Thus it is important for plants for early detection of pathogen and early delivering signal information for ISR
(intracellularly/ intercellularly) to plant for activation of defense machinary such as phytoalexines,
antimicrobial proteins, defense enzymes, reactive oxygen species etc. against pathogen (Shibuya and
Minami, 2001) for management of diseases.
INDUCED SYSTEMIC RESISTANCE (ISR)
The plant root colonizing microorganisms such as plant growth promoting fungi (PGPF) or plant
growth-promoting rhizobacteria (PGPR) may suppress plant disease incidence by triggering defense
mechanism in plant has been reported by several workers (Meera et al., 1995; Munoz et al., 2008). PGPF-
mediated induced systemic resistance (ISR) been studied in great detail on downy mildew disease incidence
in pearl mille using root colonizing fungi, Penicillium sp., Trichoderma sp., Rhizoctonia sp., and Pythium sp.
(Murali et al., 2012). Plant growth promoting fungi (PGPF) or Plant growth promoting rhizobacteria (PGPR)
can suppress the disease in plant by triggering induced systemic resistance (ISR). Induction of ISR by PGPR or
non-pathogenic fungi PGPF differ from SAR for their signal transduction pathways, it is designated by a
separate term ISR proposed by Kloepper et al. (1992) and latter supported by Pieterse et al. (1996). ISR
requires essential endogenous signal molecules, Jasmonic acid (JA) and Ethylene (ET) for its expression in
order to accumulation of defense related enzymes and defense related substances for structural and
chemical barrier against pathogen (such as Peroxidase, Polyphenol oxidase, Chalcone synthase, Phytoalexin,
Phenolic compounds, etc), rather than PR-proteins (Van Loon, 1999). Interestingly, simultaneous activation
of both the JA/ethylene-dependent ISR pathway and the SA-dependent SAR pathway results in an enhanced
level of disease protection.

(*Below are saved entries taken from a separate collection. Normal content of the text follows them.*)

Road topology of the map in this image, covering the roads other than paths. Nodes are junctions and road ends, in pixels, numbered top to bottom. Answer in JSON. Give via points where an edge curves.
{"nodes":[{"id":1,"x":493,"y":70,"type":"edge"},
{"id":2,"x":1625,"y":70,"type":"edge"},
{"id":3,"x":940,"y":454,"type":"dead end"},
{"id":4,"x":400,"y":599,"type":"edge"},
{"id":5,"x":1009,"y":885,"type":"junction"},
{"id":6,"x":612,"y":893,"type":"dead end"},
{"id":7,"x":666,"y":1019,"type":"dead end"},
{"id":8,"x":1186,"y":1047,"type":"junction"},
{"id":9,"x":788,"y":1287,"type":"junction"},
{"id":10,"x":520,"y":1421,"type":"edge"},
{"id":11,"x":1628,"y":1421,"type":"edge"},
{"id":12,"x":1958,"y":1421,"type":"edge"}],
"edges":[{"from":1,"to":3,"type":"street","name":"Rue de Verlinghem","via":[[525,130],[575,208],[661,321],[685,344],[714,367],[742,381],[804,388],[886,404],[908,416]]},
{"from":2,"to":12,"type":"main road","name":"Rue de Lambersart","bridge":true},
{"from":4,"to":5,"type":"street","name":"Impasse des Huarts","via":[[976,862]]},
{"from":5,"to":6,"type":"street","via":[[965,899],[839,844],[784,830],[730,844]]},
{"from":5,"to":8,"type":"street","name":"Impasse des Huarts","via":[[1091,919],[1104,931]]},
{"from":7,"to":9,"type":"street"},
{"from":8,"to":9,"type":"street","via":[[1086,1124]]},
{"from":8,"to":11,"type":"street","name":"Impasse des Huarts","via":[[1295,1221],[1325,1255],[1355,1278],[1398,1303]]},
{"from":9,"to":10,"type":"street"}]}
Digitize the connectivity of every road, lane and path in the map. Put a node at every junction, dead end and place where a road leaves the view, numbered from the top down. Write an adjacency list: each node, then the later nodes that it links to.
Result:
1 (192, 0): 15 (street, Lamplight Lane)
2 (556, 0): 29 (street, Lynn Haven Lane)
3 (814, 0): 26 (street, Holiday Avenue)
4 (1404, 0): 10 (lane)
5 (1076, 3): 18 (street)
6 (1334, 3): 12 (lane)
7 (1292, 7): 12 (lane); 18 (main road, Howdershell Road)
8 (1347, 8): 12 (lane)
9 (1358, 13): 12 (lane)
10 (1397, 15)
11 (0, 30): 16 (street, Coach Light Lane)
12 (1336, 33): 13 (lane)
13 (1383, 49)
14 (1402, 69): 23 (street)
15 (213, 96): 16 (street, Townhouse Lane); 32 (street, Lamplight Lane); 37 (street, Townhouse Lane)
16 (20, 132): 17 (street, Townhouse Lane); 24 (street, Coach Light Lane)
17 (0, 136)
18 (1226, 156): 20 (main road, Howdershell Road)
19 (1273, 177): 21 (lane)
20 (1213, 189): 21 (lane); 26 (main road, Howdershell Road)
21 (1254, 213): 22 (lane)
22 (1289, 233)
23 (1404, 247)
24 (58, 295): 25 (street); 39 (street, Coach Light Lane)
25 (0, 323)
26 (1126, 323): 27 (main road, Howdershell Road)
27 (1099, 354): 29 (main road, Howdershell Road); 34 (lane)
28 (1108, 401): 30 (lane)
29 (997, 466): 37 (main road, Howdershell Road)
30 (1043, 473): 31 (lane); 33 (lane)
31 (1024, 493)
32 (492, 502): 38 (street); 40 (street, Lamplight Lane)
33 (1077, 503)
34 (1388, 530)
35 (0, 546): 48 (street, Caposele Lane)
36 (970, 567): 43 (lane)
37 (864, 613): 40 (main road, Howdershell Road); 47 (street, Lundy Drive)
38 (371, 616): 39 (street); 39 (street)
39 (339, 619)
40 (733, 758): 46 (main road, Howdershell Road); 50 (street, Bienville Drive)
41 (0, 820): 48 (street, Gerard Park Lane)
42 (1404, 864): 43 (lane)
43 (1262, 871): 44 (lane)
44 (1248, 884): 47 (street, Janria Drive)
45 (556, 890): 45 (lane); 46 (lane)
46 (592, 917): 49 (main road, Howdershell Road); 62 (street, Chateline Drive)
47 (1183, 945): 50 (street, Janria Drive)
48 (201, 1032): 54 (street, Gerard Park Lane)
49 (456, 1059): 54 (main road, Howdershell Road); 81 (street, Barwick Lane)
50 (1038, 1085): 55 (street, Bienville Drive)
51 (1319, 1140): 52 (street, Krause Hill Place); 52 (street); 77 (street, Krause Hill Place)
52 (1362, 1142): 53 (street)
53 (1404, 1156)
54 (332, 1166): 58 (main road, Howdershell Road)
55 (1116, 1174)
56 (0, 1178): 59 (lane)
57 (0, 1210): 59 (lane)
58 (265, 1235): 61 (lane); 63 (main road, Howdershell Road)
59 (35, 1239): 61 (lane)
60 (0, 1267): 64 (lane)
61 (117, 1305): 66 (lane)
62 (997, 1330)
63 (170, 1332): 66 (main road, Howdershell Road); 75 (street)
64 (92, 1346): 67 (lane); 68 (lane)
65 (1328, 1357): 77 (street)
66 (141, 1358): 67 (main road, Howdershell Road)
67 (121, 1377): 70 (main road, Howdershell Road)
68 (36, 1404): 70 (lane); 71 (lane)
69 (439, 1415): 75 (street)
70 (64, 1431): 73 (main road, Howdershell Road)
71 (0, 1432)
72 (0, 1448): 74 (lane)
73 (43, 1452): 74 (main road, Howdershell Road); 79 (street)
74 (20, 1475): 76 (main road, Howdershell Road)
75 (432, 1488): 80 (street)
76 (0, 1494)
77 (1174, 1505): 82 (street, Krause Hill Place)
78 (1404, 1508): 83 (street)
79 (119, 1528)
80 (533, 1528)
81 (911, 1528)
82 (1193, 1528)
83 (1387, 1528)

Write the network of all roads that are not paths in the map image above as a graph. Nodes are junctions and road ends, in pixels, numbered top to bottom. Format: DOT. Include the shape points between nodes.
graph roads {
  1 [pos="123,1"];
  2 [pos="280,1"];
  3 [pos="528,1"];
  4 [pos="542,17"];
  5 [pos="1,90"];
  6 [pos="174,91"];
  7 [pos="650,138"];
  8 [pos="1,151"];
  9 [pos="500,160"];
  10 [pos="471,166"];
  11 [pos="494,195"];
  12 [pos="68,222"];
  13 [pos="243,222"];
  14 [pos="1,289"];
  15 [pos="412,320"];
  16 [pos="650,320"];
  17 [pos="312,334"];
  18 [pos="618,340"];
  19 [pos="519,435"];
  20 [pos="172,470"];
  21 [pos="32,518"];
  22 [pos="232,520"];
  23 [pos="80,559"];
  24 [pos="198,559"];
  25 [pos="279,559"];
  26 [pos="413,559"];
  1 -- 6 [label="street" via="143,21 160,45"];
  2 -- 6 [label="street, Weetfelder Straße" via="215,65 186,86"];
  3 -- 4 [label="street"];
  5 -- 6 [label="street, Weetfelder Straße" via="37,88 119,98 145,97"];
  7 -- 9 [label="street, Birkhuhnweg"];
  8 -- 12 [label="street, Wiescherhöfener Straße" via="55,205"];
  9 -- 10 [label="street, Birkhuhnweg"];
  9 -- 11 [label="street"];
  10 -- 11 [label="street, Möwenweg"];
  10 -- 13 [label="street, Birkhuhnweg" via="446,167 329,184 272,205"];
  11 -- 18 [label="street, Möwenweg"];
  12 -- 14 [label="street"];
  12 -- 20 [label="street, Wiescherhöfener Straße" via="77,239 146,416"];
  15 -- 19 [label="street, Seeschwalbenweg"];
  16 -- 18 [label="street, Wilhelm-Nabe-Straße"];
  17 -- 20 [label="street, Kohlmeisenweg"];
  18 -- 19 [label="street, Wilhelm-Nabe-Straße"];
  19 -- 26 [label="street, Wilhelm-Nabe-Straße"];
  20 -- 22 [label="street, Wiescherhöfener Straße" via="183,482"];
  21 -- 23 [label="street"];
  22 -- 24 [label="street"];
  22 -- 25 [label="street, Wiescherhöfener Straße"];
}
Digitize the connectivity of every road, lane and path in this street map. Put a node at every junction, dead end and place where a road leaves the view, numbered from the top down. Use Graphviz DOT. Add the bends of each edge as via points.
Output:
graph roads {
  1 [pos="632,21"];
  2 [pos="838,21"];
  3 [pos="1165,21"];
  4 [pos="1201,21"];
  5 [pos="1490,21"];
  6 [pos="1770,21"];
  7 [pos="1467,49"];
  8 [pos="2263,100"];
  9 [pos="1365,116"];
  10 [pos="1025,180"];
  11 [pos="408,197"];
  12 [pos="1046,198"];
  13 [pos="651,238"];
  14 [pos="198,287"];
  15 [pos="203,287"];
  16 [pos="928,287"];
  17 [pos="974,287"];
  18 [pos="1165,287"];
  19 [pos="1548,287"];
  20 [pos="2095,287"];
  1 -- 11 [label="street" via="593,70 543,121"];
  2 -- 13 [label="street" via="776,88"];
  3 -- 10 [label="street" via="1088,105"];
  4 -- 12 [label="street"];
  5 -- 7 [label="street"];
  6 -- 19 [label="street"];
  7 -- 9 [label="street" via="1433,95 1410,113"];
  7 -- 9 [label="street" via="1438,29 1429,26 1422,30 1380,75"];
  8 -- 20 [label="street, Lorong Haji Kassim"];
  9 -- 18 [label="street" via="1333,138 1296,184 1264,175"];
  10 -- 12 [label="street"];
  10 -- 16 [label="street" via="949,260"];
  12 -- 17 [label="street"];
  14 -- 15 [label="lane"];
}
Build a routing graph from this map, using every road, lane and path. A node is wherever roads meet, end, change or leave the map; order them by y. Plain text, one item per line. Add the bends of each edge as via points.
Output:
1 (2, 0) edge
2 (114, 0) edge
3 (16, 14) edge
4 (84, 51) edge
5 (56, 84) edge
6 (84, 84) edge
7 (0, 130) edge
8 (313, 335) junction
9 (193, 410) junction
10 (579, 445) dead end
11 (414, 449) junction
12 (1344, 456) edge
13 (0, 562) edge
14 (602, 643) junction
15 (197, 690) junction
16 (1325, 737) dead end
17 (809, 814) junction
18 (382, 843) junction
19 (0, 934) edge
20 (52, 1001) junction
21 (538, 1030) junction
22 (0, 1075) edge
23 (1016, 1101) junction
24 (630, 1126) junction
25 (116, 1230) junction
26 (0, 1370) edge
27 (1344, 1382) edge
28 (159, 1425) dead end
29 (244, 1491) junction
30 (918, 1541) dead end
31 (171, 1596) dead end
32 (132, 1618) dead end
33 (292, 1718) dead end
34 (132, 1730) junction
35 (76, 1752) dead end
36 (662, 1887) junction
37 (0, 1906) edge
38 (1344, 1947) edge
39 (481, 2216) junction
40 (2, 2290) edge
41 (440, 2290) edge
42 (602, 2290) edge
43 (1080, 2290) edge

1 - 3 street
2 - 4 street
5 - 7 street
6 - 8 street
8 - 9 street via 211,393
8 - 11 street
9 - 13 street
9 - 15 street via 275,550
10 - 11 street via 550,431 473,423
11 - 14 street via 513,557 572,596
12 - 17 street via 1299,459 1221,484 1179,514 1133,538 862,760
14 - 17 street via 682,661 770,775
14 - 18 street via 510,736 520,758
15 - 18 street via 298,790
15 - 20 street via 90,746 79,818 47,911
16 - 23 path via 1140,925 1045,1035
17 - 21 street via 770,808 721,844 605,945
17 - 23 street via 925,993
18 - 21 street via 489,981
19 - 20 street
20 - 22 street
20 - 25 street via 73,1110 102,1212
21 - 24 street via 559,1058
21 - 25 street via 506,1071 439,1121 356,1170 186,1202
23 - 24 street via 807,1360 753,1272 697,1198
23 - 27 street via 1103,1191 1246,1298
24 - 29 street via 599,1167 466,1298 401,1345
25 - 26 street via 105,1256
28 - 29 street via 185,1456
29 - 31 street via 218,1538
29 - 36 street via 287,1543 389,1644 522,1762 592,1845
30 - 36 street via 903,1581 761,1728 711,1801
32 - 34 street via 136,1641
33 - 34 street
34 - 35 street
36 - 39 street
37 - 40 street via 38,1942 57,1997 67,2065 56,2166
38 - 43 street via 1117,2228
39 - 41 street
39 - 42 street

Thus combining both types of induced resistance provides an attractive tool for
the improvement of disease management.
PLANT GROWTH PROMOTING RHIZOBACTERIA (PGPR)
Root colonizing non pathogenic bacteria are generally called as plant growth promoting
rhizobacteria (PGPR) which can be classified into extracellular plant growth promoting rhizobacteria (ePGPR)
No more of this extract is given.